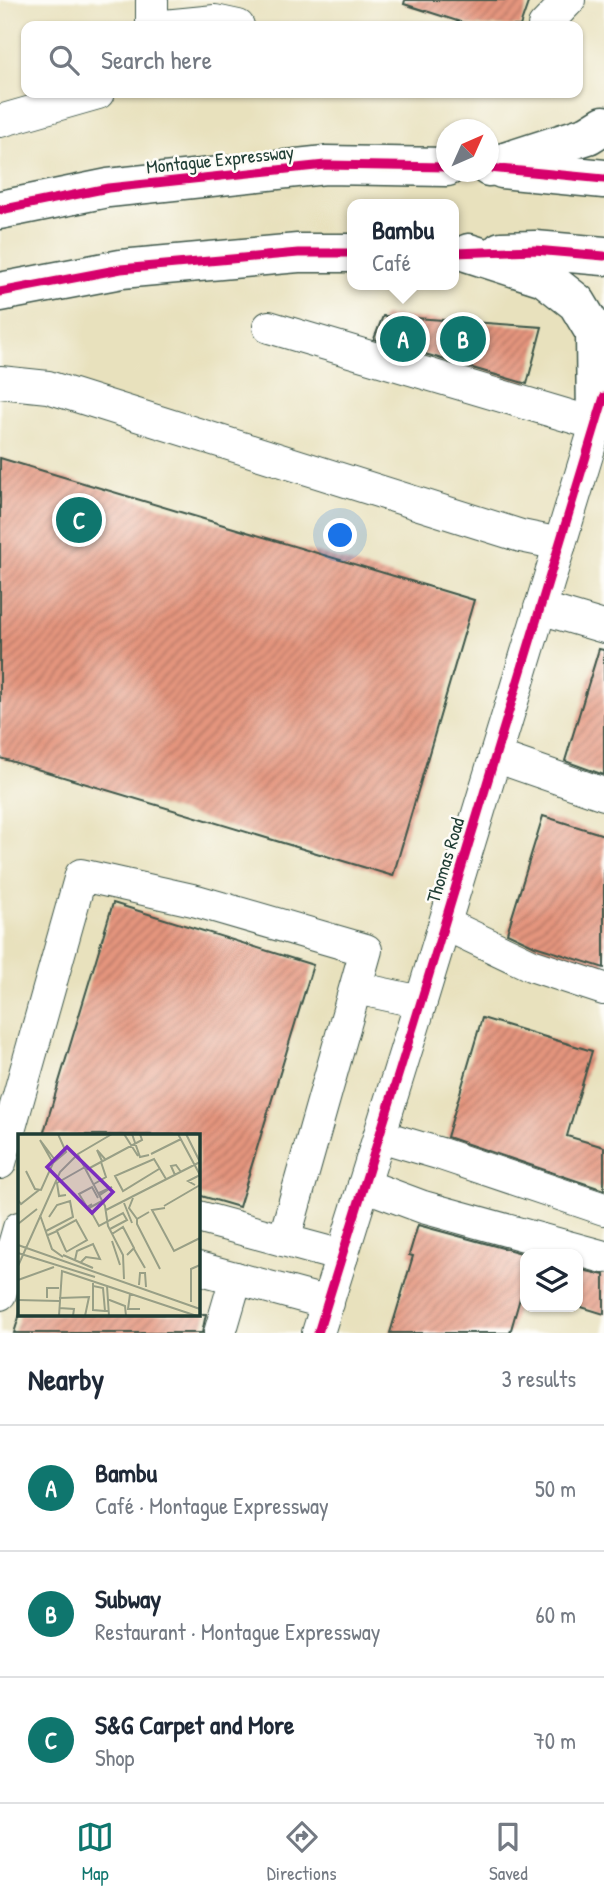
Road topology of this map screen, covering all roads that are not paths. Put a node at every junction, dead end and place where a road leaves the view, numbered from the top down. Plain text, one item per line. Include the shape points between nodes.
1 (152, 0) edge
2 (569, 0) edge
3 (224, 16) edge
4 (152, 21) edge
5 (194, 21) edge
6 (549, 21) edge
7 (80, 98) edge
8 (0, 121) edge
9 (604, 125) edge
10 (499, 163) edge
11 (436, 167) edge
12 (499, 168) edge
13 (604, 179) edge
14 (0, 210) edge
15 (347, 253) edge
16 (461, 253) edge
17 (604, 256) edge
18 (0, 292) edge
19 (269, 327) dead end
20 (0, 382) edge
21 (600, 410) edge
22 (560, 544) junction
23 (540, 608) junction
24 (604, 627) edge
25 (495, 757) junction
26 (604, 794) edge
27 (445, 923) junction
28 (356, 988) junction
29 (604, 989) edge
30 (421, 1002) junction
31 (380, 1136) junction
32 (0, 1163) edge
33 (18, 1169) edge
34 (364, 1185) junction
35 (604, 1209) edge
36 (200, 1218) edge
37 (18, 1231) edge
38 (284, 1240) junction
39 (342, 1256) junction
40 (604, 1257) edge
41 (200, 1269) edge
42 (236, 1278) junction
43 (0, 1294) edge
44 (328, 1303) junction
45 (220, 1333) edge
46 (318, 1333) edge

1 - 4 street
2 - 6 street
3 - 5 street
7 - 8 street
9 - 10 highway via 588,135
11 - 14 highway, Montague Expressway via 312,166 107,188
12 - 13 highway
15 - 18 highway via 121,270
16 - 17 highway via 535,250
16 - 21 highway via 544,277 577,303 595,333
19 - 21 street
20 - 22 street via 48,387 508,532
21 - 22 street, Thomas Road
22 - 23 street, Thomas Road
23 - 24 street
23 - 25 street, Thomas Road
25 - 26 street
25 - 27 street, Thomas Road
27 - 29 street via 531,965
27 - 30 street, Thomas Road
28 - 30 street
28 - 32 street via 366,950 197,901 81,875
28 - 38 street
30 - 31 street, Thomas Road
31 - 34 street, Thomas Road
31 - 35 street
32 - 33 street
34 - 39 street, Thomas Road
34 - 40 street via 423,1207
36 - 38 street
37 - 43 street
38 - 39 street
39 - 44 street, Thomas Road
41 - 42 street
42 - 44 street
42 - 45 street
44 - 46 street, Thomas Road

^^^^

Action item:
Print the entire listing above verbatim. No picture should be included.

Exercise answer:
Road topology of this map screen, covering all roads that are not paths. Put a node at every junction, dead end and place where a road leaves the view, numbered from the top down. Plain text, one item per line. Include the shape points between nodes.
1 (152, 0) edge
2 (569, 0) edge
3 (224, 16) edge
4 (152, 21) edge
5 (194, 21) edge
6 (549, 21) edge
7 (80, 98) edge
8 (0, 121) edge
9 (604, 125) edge
10 (499, 163) edge
11 (436, 167) edge
12 (499, 168) edge
13 (604, 179) edge
14 (0, 210) edge
15 (347, 253) edge
16 (461, 253) edge
17 (604, 256) edge
18 (0, 292) edge
19 (269, 327) dead end
20 (0, 382) edge
21 (600, 410) edge
22 (560, 544) junction
23 (540, 608) junction
24 (604, 627) edge
25 (495, 757) junction
26 (604, 794) edge
27 (445, 923) junction
28 (356, 988) junction
29 (604, 989) edge
30 (421, 1002) junction
31 (380, 1136) junction
32 (0, 1163) edge
33 (18, 1169) edge
34 (364, 1185) junction
35 (604, 1209) edge
36 (200, 1218) edge
37 (18, 1231) edge
38 (284, 1240) junction
39 (342, 1256) junction
40 (604, 1257) edge
41 (200, 1269) edge
42 (236, 1278) junction
43 (0, 1294) edge
44 (328, 1303) junction
45 (220, 1333) edge
46 (318, 1333) edge

1 - 4 street
2 - 6 street
3 - 5 street
7 - 8 street
9 - 10 highway via 588,135
11 - 14 highway, Montague Expressway via 312,166 107,188
12 - 13 highway
15 - 18 highway via 121,270
16 - 17 highway via 535,250
16 - 21 highway via 544,277 577,303 595,333
19 - 21 street
20 - 22 street via 48,387 508,532
21 - 22 street, Thomas Road
22 - 23 street, Thomas Road
23 - 24 street
23 - 25 street, Thomas Road
25 - 26 street
25 - 27 street, Thomas Road
27 - 29 street via 531,965
27 - 30 street, Thomas Road
28 - 30 street
28 - 32 street via 366,950 197,901 81,875
28 - 38 street
30 - 31 street, Thomas Road
31 - 34 street, Thomas Road
31 - 35 street
32 - 33 street
34 - 39 street, Thomas Road
34 - 40 street via 423,1207
36 - 38 street
37 - 43 street
38 - 39 street
39 - 44 street, Thomas Road
41 - 42 street
42 - 44 street
42 - 45 street
44 - 46 street, Thomas Road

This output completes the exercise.